#### [Directions for this task]
The records underneath are to be repeated exactly, with the pictures left out.

Records from a data source
· · · · ·
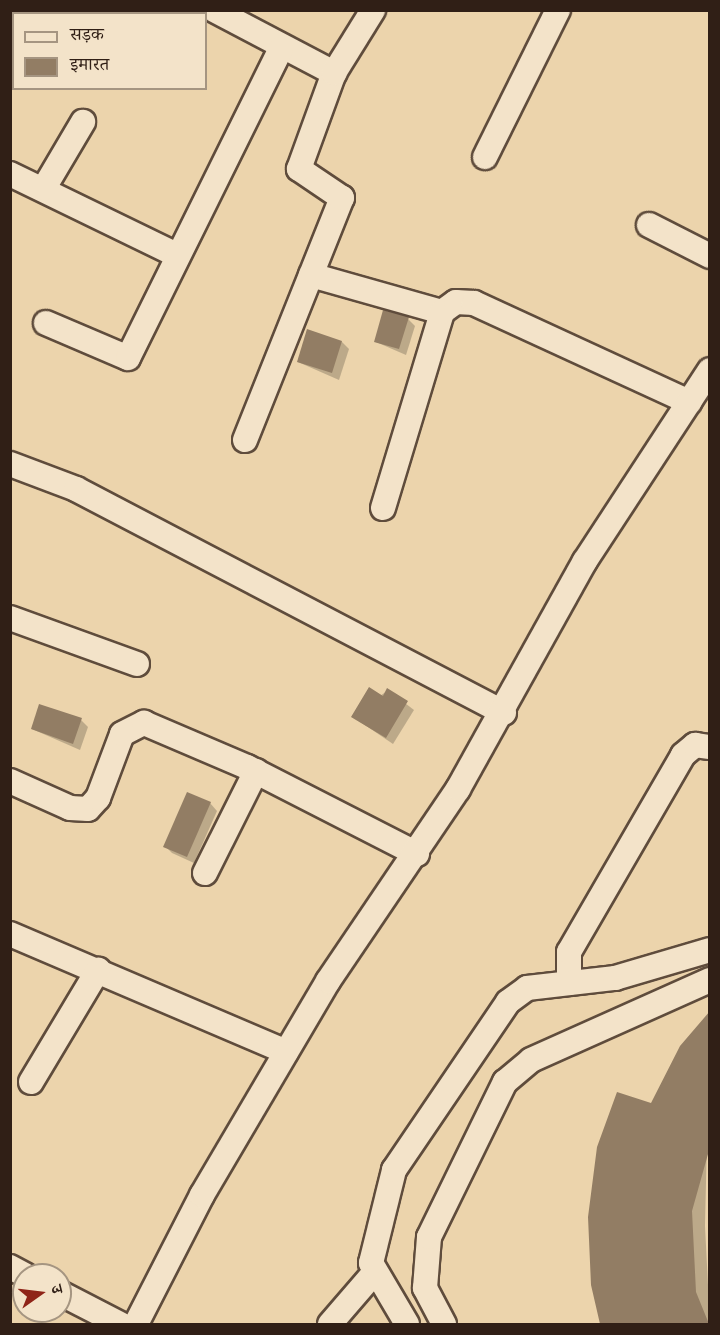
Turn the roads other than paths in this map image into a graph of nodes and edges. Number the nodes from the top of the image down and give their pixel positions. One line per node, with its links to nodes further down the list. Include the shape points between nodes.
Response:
1 (214, 10): 4 (street)
2 (373, 10): 5 (street)
3 (558, 10): 7 (street)
4 (281, 48): 5 (street); 11 (street)
5 (334, 73): 13 (street, via 299,169 342,198)
6 (83, 122): 9 (street)
7 (485, 157)
8 (10, 174): 9 (street)
9 (44, 188): 11 (street)
10 (649, 225): 12 (street)
11 (177, 255): 15 (street, via 128,358)
12 (710, 256)
13 (311, 275): 14 (street); 18 (street)
14 (442, 312): 17 (street, via 456,302 474,303); 20 (street)
15 (46, 323)
16 (710, 370): 17 (street)
17 (689, 402): 23 (street, via 585,561)
18 (245, 440)
19 (10, 464): 23 (street, via 76,489)
20 (383, 508)
21 (10, 618): 22 (street)
22 (137, 663)
23 (504, 714): 27 (street)
24 (710, 747): 33 (street, via 695,745 683,755 568,952)
25 (256, 771): 26 (street, via 144,723 122,734 98,798 88,809 70,808); 27 (street); 28 (street)
26 (10, 781)
27 (417, 854): 34 (street)
28 (204, 873)
29 (10, 934): 31 (street)
30 (710, 950): 33 (street, via 639,972)
31 (98, 970): 34 (street); 35 (street)
32 (710, 980): 42 (street, via 531,1060 505,1082 429,1237 425,1288)
33 (569, 983): 36 (street, via 527,988 512,996 406,1148 394,1170 372,1254)
34 (286, 1052): 39 (street, via 202,1195)
35 (31, 1082)
36 (374, 1273): 40 (street); 41 (street)
37 (72, 1299): 38 (street)
38 (120, 1324)
39 (136, 1324)
40 (330, 1324)
41 (407, 1324)
42 (444, 1324)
· · · · ·
#### [Response area]
Turn the roads other than paths in this map image into a graph of nodes and edges. Number the nodes from the top of the image down and give their pixel positions. One line per node, with its links to nodes further down the list. Include the shape points between nodes.
Response:
1 (214, 10): 4 (street)
2 (373, 10): 5 (street)
3 (558, 10): 7 (street)
4 (281, 48): 5 (street); 11 (street)
5 (334, 73): 13 (street, via 299,169 342,198)
6 (83, 122): 9 (street)
7 (485, 157)
8 (10, 174): 9 (street)
9 (44, 188): 11 (street)
10 (649, 225): 12 (street)
11 (177, 255): 15 (street, via 128,358)
12 (710, 256)
13 (311, 275): 14 (street); 18 (street)
14 (442, 312): 17 (street, via 456,302 474,303); 20 (street)
15 (46, 323)
16 (710, 370): 17 (street)
17 (689, 402): 23 (street, via 585,561)
18 (245, 440)
19 (10, 464): 23 (street, via 76,489)
20 (383, 508)
21 (10, 618): 22 (street)
22 (137, 663)
23 (504, 714): 27 (street)
24 (710, 747): 33 (street, via 695,745 683,755 568,952)
25 (256, 771): 26 (street, via 144,723 122,734 98,798 88,809 70,808); 27 (street); 28 (street)
26 (10, 781)
27 (417, 854): 34 (street)
28 (204, 873)
29 (10, 934): 31 (street)
30 (710, 950): 33 (street, via 639,972)
31 (98, 970): 34 (street); 35 (street)
32 (710, 980): 42 (street, via 531,1060 505,1082 429,1237 425,1288)
33 (569, 983): 36 (street, via 527,988 512,996 406,1148 394,1170 372,1254)
34 (286, 1052): 39 (street, via 202,1195)
35 (31, 1082)
36 (374, 1273): 40 (street); 41 (street)
37 (72, 1299): 38 (street)
38 (120, 1324)
39 (136, 1324)
40 (330, 1324)
41 (407, 1324)
42 (444, 1324)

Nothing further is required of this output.